The dissolution of an LLC may be triggered by an event specified in the LLC’s operating agreement -- an event that makes it unlawful for the LLC to continue operating. Other triggers are the consent of the required number or percentage of members specified in the operating agreement, a judicial determination or decree or by reaching the end of the term specified in the operating agreement. The LLC then files articles of termination with the secretary of state where the business is based. While winding up the business affairs of the LLC, the LLC must pay its creditors before anyone else.

Order of Payment

The LLC will use its assets to satisfy its credit obligations. First, the LLC must notify its creditors with known claims that it's planning to dissolve. The LLC must send notice detailing the information that a creditor must include in a claim, the address where the creditor must send the claim and the deadline for receipt of the claim; the notification should assert that the claim will be barred if not received by the date stated. For all other claims, the LLC must include everything required in the notice to known creditors in addition to publishing the notice in the newspaper. Only after paying these creditor claims may the LLC distribute payment to members. This includes refunds of capital contributions in addition to any profits earned. Members only receive refunds if money remains after paying creditors.

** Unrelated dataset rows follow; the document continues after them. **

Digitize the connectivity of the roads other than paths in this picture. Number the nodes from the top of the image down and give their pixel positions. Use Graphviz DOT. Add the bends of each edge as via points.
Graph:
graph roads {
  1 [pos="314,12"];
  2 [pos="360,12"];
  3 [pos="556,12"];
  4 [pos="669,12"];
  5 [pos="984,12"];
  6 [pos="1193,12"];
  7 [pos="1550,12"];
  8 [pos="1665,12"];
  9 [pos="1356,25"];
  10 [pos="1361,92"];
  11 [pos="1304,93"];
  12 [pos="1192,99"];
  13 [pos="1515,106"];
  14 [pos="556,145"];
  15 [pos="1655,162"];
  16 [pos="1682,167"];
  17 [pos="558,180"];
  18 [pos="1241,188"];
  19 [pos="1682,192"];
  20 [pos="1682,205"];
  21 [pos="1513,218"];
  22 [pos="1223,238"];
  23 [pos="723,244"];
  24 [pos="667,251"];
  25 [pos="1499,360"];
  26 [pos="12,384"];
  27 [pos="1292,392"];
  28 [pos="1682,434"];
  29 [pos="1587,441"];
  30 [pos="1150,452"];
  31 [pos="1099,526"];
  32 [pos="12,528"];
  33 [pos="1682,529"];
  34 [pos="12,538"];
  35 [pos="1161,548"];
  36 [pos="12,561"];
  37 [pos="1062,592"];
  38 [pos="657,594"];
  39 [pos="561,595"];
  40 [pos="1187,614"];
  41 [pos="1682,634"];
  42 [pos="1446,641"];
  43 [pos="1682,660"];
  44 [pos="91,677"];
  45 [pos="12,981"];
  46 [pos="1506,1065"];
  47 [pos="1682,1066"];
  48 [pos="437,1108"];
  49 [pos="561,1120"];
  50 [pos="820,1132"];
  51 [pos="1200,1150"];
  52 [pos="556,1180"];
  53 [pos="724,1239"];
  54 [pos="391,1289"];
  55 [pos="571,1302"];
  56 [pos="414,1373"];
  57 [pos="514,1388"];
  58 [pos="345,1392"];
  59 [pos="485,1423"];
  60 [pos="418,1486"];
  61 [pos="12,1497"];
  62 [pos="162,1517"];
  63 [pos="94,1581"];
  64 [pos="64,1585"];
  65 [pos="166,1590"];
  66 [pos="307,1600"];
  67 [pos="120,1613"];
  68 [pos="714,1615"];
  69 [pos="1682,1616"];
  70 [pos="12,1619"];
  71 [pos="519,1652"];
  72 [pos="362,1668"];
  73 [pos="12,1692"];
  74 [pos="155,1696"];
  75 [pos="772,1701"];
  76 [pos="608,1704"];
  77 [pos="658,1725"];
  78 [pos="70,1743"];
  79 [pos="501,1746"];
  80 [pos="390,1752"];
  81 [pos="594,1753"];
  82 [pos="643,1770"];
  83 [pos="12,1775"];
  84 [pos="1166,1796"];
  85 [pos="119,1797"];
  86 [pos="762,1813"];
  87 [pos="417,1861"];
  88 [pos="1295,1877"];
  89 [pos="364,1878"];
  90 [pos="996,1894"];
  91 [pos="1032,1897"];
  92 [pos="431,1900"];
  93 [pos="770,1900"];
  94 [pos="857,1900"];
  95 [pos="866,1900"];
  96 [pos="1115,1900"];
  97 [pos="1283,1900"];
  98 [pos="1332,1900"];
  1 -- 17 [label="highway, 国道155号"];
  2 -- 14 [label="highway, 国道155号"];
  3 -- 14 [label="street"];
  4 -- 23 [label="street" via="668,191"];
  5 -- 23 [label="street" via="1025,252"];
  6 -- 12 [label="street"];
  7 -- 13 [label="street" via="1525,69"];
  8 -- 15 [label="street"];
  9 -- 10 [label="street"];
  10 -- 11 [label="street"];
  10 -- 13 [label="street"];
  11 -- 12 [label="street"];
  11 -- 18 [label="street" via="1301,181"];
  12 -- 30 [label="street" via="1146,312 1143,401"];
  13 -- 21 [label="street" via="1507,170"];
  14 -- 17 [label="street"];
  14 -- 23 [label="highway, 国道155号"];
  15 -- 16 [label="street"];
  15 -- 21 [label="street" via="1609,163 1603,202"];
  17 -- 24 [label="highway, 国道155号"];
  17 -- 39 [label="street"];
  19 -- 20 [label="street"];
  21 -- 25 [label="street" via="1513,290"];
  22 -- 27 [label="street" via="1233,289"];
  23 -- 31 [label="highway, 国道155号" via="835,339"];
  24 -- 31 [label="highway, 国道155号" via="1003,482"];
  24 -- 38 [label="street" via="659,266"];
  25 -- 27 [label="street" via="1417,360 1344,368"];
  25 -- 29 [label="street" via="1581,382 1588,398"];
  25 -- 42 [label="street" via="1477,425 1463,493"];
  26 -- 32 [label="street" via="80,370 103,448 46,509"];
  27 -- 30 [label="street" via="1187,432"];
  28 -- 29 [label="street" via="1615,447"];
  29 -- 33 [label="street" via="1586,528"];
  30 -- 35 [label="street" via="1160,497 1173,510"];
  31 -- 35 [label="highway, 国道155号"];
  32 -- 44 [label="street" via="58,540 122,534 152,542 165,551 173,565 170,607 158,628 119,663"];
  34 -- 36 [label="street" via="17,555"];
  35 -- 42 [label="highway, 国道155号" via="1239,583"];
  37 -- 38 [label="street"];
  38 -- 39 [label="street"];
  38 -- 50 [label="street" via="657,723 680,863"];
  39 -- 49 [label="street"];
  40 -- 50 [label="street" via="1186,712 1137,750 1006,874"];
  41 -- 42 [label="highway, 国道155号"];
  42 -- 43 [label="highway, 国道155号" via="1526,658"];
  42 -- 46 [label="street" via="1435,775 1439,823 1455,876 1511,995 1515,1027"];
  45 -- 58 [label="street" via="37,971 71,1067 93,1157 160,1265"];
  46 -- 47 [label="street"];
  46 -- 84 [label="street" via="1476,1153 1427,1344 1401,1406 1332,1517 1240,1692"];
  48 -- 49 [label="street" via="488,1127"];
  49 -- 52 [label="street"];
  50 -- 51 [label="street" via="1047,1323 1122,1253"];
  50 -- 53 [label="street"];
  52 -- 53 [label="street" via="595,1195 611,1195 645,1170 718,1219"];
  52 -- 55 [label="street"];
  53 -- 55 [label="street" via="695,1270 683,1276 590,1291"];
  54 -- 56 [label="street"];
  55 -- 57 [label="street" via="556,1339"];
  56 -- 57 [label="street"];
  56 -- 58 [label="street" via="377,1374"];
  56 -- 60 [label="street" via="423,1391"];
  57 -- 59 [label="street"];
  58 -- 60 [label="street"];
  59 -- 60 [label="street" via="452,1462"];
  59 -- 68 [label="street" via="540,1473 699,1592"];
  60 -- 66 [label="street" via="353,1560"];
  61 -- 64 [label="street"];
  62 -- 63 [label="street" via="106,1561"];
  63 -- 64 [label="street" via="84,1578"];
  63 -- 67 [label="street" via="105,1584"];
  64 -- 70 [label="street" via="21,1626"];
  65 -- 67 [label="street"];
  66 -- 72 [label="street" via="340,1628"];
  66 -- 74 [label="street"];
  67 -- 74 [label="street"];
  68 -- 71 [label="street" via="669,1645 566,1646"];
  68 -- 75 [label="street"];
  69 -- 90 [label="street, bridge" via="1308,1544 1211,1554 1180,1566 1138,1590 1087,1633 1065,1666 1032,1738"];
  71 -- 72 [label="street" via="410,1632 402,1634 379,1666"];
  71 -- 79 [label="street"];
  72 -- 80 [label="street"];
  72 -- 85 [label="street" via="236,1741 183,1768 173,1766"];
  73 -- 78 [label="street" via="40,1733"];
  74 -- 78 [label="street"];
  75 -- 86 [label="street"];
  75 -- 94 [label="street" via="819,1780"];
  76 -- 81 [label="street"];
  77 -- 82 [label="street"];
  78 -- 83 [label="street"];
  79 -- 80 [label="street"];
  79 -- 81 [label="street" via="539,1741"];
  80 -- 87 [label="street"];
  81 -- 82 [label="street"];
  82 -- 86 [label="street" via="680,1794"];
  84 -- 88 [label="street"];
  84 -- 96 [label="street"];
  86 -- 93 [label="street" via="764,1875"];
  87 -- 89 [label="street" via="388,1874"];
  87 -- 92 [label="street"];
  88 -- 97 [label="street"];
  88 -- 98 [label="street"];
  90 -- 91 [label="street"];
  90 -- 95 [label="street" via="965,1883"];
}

Dissociation Without Dissolution

A member can collect his interest in the LLC by dissociating from the LLC. A number of events can cause a member to dissociate, including the member’s express will to dissociate, an event agreed upon in the operating agreement and expulsion by a unanimous vote of the other LLC members. The LLC must purchase the dissociated member’s distributional interest in the business for fair value when the member dissociates from an at-will company or a term company but does not trigger a dissolution and the winding up of the company.

Distributional Interest

The dissociated member’s distributional interest is not transferable. The member no longer owns part of the business, so he must sell his distributional interest to the LLC. This may not be a refund per se, but the member does get paid after disassociating under these circumstances. The LLC may offset this distributional interest for damages if the member wrongfully dissociated from the LLC.